Records shown below:

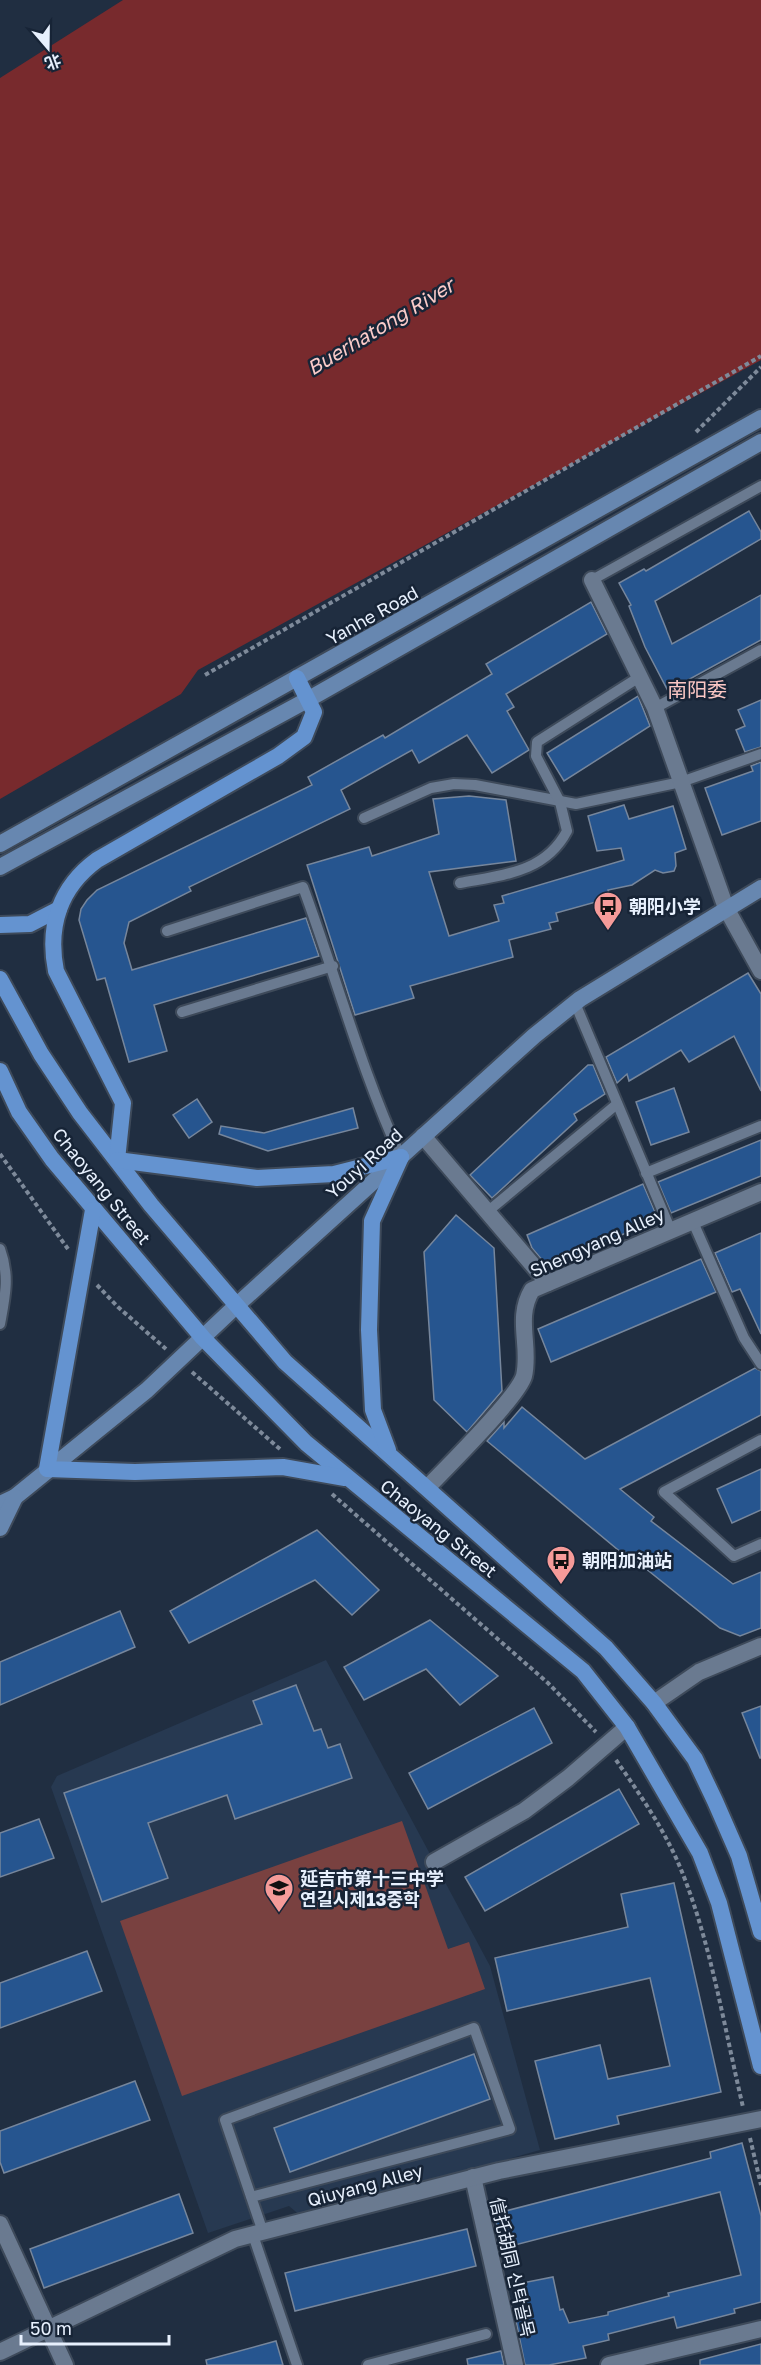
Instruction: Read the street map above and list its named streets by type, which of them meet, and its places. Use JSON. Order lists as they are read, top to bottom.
{
  "streets": {
    "main road": ["Yanhe Road", "Youyi Road", "Chaoyang Street"],
    "street": ["Shengyang Alley", "Qiuyang Alley", "信托胡同 신탁골목"]
  },
  "crossings": [
    ["Youyi Road", "Chaoyang Street"],
    ["Chaoyang Street", "Shengyang Alley"],
    ["Qiuyang Alley", "信托胡同 신탁골목"]
  ],
  "districts": ["南阳委"],
  "water": ["Buerhatong River"],
  "places": {
    "bus stop": ["朝阳小学", "朝阳加油站"],
    "school or university": ["延吉市第十三中学 연길시제13중학"]
  },
  "scale_bar": "50 m",
  "north": "bottom"
}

End of Records shown.

The data above should be repeated in full and exactly, with no pictures carried over.

Instruction: Read the street map above and list its named streets by type, which of them meet, and its places. Use JSON. Order lists as they are read, top to bottom.
{
  "streets": {
    "main road": ["Yanhe Road", "Youyi Road", "Chaoyang Street"],
    "street": ["Shengyang Alley", "Qiuyang Alley", "信托胡同 신탁골목"]
  },
  "crossings": [
    ["Youyi Road", "Chaoyang Street"],
    ["Chaoyang Street", "Shengyang Alley"],
    ["Qiuyang Alley", "信托胡同 신탁골목"]
  ],
  "districts": ["南阳委"],
  "water": ["Buerhatong River"],
  "places": {
    "bus stop": ["朝阳小学", "朝阳加油站"],
    "school or university": ["延吉市第十三中学 연길시제13중학"]
  },
  "scale_bar": "50 m",
  "north": "bottom"
}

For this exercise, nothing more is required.